WHAT IS NEEDED:
Check each line of the entries. Copy the ones that contain the string "rows".

DATA PROVIDED:
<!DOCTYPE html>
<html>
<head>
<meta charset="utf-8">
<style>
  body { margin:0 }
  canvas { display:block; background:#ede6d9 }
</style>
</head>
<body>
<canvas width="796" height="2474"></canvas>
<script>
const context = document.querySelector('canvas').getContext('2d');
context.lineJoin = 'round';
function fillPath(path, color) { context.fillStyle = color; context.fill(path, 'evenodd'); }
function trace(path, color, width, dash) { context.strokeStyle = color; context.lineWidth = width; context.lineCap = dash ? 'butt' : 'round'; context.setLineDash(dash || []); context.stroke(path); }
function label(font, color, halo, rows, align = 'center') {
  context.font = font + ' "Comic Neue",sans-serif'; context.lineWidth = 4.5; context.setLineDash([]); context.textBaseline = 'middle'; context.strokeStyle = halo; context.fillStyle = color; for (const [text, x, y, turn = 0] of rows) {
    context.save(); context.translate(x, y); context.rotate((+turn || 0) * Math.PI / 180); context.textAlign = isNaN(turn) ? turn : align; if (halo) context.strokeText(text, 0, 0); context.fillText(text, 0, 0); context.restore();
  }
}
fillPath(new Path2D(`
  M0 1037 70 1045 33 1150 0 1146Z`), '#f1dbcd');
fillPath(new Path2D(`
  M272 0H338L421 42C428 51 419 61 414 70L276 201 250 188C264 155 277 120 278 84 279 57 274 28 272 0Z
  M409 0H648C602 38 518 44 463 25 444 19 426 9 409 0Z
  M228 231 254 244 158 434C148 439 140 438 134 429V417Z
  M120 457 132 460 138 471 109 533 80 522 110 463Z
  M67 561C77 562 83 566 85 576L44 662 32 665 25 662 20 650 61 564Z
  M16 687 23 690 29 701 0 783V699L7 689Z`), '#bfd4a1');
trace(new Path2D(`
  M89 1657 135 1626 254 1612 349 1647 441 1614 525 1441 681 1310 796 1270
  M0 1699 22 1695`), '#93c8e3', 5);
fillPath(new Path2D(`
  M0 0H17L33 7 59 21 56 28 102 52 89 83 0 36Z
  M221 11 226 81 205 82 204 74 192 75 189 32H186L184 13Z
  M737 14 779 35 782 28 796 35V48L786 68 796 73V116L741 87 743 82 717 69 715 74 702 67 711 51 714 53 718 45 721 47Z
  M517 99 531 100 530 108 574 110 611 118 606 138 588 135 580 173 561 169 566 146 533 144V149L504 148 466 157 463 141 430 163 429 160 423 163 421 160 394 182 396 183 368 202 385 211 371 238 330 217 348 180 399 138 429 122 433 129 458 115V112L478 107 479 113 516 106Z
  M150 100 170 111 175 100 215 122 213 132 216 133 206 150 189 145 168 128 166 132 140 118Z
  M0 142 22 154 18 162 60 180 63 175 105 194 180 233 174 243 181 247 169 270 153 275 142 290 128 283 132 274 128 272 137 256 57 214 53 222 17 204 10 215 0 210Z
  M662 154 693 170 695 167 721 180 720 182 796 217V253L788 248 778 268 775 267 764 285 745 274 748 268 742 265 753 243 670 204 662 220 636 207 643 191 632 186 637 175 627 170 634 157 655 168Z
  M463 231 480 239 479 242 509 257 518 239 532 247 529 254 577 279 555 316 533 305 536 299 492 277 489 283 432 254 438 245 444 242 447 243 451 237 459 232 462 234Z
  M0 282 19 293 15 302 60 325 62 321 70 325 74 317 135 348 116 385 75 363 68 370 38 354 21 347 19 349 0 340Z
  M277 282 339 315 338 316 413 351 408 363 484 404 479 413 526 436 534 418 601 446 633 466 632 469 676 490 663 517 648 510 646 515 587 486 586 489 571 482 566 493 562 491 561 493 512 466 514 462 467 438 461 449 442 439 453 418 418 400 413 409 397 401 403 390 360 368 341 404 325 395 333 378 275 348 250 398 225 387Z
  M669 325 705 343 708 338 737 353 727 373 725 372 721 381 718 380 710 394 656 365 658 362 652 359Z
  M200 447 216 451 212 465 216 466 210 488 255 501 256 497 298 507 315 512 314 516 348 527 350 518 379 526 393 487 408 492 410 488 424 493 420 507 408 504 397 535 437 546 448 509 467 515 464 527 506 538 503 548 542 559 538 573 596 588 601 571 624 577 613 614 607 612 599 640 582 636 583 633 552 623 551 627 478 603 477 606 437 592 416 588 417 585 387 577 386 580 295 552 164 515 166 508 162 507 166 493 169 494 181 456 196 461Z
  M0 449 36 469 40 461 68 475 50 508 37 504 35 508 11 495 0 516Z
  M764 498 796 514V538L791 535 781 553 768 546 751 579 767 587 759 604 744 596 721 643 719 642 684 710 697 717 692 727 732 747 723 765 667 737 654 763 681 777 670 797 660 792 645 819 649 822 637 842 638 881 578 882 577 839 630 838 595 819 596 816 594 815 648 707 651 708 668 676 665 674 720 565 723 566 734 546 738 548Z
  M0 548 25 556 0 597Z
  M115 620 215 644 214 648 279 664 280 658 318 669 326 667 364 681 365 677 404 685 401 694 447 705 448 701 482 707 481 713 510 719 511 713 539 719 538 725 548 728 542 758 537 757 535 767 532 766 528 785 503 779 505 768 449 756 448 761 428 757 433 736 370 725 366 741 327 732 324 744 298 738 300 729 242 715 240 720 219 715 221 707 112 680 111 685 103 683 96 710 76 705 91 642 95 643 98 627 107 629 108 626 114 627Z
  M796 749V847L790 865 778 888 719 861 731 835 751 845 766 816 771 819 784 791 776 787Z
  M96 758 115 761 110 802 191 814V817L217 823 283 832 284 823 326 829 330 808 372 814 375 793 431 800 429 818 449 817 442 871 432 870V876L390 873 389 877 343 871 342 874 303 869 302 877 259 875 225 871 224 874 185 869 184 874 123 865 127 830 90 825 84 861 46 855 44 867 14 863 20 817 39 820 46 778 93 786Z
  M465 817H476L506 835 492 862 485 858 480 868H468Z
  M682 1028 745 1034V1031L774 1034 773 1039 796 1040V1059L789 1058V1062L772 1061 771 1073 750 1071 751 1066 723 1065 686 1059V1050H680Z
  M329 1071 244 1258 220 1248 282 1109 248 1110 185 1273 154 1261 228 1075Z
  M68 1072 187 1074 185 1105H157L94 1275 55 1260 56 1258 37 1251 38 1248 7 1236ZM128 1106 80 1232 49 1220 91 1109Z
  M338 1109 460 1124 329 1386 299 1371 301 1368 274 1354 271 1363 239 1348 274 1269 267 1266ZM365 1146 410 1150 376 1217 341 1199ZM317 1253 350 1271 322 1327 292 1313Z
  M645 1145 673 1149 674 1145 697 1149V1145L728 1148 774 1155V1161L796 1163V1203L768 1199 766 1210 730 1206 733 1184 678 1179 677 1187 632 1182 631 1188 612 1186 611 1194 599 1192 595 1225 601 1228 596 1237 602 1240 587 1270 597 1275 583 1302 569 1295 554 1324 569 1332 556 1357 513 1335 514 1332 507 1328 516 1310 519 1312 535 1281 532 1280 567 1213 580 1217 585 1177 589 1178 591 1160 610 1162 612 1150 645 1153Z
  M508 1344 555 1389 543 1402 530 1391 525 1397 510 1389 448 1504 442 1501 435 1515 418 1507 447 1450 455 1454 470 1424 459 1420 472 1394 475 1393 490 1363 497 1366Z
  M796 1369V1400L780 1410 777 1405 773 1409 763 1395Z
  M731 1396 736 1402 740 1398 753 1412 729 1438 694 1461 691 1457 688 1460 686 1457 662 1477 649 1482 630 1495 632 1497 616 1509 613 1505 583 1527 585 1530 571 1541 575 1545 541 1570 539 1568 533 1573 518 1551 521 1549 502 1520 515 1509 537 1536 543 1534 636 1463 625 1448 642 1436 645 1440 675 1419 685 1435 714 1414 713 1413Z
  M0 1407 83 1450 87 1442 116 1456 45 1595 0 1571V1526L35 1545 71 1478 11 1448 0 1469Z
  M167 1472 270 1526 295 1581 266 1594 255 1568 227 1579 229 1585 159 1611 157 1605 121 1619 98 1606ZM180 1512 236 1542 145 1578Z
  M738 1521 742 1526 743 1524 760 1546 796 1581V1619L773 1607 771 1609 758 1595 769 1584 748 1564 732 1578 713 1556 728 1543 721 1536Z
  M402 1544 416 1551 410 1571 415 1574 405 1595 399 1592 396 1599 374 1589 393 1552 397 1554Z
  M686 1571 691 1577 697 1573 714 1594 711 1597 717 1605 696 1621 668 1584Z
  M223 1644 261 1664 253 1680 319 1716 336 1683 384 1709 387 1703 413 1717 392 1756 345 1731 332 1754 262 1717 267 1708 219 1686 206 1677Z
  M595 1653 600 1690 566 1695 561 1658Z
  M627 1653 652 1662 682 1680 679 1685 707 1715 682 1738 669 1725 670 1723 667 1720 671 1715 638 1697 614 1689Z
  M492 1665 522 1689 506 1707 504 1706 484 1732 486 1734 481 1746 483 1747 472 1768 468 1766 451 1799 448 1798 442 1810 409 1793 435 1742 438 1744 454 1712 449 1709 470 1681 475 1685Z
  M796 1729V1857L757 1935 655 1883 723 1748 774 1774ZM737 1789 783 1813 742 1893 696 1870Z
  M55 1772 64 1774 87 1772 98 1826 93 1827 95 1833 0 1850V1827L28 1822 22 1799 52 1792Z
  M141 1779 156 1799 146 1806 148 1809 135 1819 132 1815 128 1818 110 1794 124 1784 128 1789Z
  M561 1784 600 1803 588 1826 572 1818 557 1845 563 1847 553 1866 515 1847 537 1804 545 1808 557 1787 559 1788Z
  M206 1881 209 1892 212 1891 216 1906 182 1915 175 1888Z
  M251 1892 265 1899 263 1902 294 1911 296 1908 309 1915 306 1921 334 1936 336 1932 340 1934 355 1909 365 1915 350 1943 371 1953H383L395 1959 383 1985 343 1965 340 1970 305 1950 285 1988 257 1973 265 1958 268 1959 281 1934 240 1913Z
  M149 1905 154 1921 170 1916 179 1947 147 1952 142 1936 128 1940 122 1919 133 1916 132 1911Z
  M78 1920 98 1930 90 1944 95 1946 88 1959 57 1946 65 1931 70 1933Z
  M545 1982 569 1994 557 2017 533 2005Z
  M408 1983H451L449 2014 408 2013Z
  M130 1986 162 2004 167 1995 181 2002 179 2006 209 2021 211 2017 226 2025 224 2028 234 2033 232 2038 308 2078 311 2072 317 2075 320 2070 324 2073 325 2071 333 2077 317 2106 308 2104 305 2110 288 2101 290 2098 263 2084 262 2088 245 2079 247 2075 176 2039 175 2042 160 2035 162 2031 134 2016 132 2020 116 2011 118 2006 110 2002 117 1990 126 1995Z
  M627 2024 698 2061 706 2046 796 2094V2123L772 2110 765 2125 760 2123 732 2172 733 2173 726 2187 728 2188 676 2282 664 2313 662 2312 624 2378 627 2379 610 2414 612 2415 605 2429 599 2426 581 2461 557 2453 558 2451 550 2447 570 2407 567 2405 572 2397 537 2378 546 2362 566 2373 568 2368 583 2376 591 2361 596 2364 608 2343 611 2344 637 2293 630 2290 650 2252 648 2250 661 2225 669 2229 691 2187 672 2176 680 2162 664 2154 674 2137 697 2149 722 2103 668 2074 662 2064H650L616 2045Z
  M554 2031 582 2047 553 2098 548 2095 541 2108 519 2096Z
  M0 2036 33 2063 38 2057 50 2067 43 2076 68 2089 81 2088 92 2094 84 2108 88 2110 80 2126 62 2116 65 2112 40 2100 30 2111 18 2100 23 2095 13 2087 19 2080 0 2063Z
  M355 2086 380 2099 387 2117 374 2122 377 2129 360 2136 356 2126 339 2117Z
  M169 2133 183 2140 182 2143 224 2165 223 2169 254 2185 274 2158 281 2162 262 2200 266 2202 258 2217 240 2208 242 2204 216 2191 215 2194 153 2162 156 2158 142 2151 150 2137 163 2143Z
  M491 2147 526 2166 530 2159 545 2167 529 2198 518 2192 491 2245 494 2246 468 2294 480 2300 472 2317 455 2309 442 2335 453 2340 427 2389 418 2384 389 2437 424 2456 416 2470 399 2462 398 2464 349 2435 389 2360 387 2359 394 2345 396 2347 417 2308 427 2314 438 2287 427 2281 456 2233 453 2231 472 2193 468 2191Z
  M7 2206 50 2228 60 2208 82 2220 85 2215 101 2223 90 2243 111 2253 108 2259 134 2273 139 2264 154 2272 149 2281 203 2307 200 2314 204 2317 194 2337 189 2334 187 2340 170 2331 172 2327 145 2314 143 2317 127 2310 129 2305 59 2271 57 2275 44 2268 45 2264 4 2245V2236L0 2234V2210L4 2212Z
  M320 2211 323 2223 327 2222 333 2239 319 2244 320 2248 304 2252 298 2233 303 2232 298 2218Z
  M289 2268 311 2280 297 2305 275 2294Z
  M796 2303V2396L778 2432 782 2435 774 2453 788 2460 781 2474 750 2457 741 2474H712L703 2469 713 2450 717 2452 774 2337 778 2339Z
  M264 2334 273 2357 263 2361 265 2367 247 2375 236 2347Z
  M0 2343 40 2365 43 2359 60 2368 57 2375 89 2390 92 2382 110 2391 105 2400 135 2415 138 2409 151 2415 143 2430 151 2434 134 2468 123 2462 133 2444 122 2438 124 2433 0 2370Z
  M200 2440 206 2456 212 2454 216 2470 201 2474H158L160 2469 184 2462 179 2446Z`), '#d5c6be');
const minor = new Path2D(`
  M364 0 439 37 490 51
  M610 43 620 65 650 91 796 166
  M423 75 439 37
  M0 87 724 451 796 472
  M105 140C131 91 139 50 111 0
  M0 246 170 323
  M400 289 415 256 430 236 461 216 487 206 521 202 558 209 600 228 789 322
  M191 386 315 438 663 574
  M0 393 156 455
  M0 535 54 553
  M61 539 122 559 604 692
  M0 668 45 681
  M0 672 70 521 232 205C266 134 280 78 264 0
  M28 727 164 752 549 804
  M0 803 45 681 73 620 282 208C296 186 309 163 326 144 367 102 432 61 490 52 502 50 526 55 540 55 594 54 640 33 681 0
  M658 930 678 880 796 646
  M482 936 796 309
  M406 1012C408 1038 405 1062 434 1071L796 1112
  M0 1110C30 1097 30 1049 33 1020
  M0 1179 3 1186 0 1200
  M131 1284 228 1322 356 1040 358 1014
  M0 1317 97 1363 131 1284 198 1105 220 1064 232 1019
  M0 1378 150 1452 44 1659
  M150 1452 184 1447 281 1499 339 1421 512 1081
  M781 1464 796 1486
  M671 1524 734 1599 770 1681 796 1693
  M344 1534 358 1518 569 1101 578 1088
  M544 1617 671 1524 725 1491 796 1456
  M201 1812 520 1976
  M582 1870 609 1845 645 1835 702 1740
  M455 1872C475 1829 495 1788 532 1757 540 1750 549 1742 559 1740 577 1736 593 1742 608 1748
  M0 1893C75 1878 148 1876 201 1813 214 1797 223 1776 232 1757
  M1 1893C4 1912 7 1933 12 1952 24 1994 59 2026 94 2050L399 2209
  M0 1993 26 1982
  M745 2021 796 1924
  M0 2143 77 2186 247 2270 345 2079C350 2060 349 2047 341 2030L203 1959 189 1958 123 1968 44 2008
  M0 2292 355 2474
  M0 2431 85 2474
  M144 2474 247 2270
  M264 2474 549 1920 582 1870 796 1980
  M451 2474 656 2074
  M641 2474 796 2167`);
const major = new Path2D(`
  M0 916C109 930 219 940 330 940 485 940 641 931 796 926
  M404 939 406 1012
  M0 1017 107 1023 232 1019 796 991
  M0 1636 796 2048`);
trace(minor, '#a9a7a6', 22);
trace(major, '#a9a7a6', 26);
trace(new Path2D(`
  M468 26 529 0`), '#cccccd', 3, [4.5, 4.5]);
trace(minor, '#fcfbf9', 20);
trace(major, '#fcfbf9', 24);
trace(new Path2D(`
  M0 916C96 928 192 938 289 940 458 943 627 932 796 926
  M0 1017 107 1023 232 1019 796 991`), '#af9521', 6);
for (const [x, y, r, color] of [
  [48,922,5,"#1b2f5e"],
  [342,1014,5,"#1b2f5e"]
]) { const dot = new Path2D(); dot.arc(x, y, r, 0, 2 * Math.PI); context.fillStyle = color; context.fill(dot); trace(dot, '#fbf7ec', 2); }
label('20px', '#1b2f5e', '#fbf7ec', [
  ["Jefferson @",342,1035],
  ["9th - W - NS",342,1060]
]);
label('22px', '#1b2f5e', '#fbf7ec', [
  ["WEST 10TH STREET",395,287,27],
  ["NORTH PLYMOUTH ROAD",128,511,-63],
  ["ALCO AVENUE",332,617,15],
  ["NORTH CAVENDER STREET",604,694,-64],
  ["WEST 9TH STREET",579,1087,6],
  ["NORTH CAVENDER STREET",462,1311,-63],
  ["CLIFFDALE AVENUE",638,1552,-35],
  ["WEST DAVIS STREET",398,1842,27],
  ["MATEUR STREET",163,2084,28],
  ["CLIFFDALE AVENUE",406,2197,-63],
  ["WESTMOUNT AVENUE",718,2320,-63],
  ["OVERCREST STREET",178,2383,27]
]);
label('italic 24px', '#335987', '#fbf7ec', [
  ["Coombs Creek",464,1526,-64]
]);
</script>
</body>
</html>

ANSWER TO THE EXERCISE:
function label(font, color, halo, rows, align = 'center') {
  context.font = font + ' "Comic Neue",sans-serif'; context.lineWidth = 4.5; context.setLineDash([]); context.textBaseline = 'middle'; context.strokeStyle = halo; context.fillStyle = color; for (const [text, x, y, turn = 0] of rows) {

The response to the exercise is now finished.